◆ What the exercise asks:
In the data beneath this task, how many lines contain "road"? Answer with the number only.

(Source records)
+++

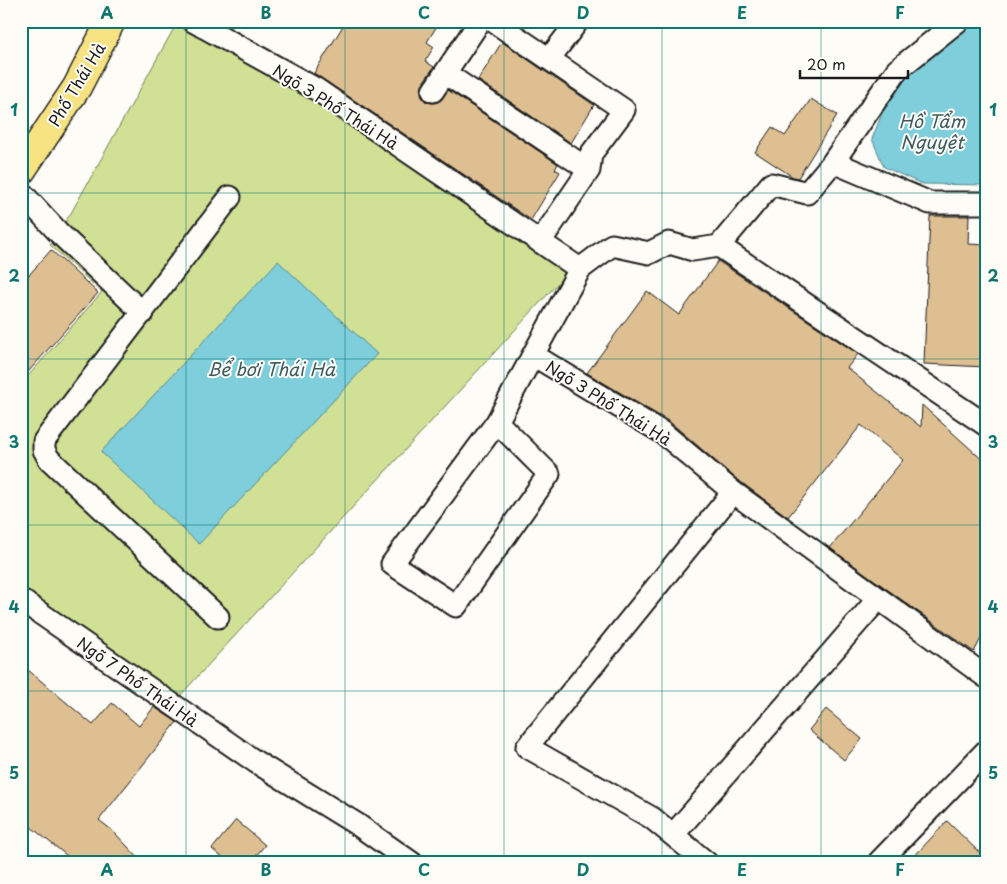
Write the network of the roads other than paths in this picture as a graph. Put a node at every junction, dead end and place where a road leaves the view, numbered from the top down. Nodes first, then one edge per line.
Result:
1 (193, 21) edge
2 (480, 21) edge
3 (493, 21) edge
4 (578, 21) edge
5 (958, 21) edge
6 (109, 22) edge
7 (549, 59) junction
8 (445, 73) junction
9 (433, 91) dead end
10 (833, 162) junction
11 (588, 170) junction
12 (21, 171) edge
13 (21, 192) edge
14 (230, 197) dead end
15 (986, 203) edge
16 (540, 242) junction
17 (719, 246) junction
18 (580, 269) junction
19 (143, 312) junction
20 (533, 355) junction
21 (497, 422) junction
22 (986, 425) edge
23 (733, 492) junction
24 (878, 599) junction
25 (21, 600) edge
26 (218, 617) dead end
27 (986, 677) edge
28 (986, 751) edge
29 (673, 835) junction
30 (412, 863) edge
31 (707, 863) edge
32 (878, 863) edge

1 - 16 lane, Ngõ 3 Phố Thái Hà
2 - 8 lane
3 - 7 lane
4 - 7 lane
5 - 10 lane
6 - 12 main road, Phố Thái Hà
7 - 11 lane
8 - 9 lane
8 - 11 lane
10 - 15 lane
10 - 17 lane
11 - 16 lane
13 - 19 lane
14 - 19 lane
16 - 18 lane, Ngõ 3 Phố Thái Hà
17 - 18 lane
17 - 22 lane
18 - 20 lane, Ngõ 3 Phố Thái Hà
19 - 26 lane
20 - 21 lane
20 - 23 lane, Ngõ 3 Phố Thái Hà
21 - 21 lane
23 - 24 lane, Ngõ 3 Phố Thái Hà
23 - 29 lane
24 - 27 lane, Ngõ 3 Phố Thái Hà
24 - 29 lane
25 - 30 lane, Ngõ 7 Phố Thái Hà
28 - 32 lane
29 - 31 lane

+++

◆ Task output:
2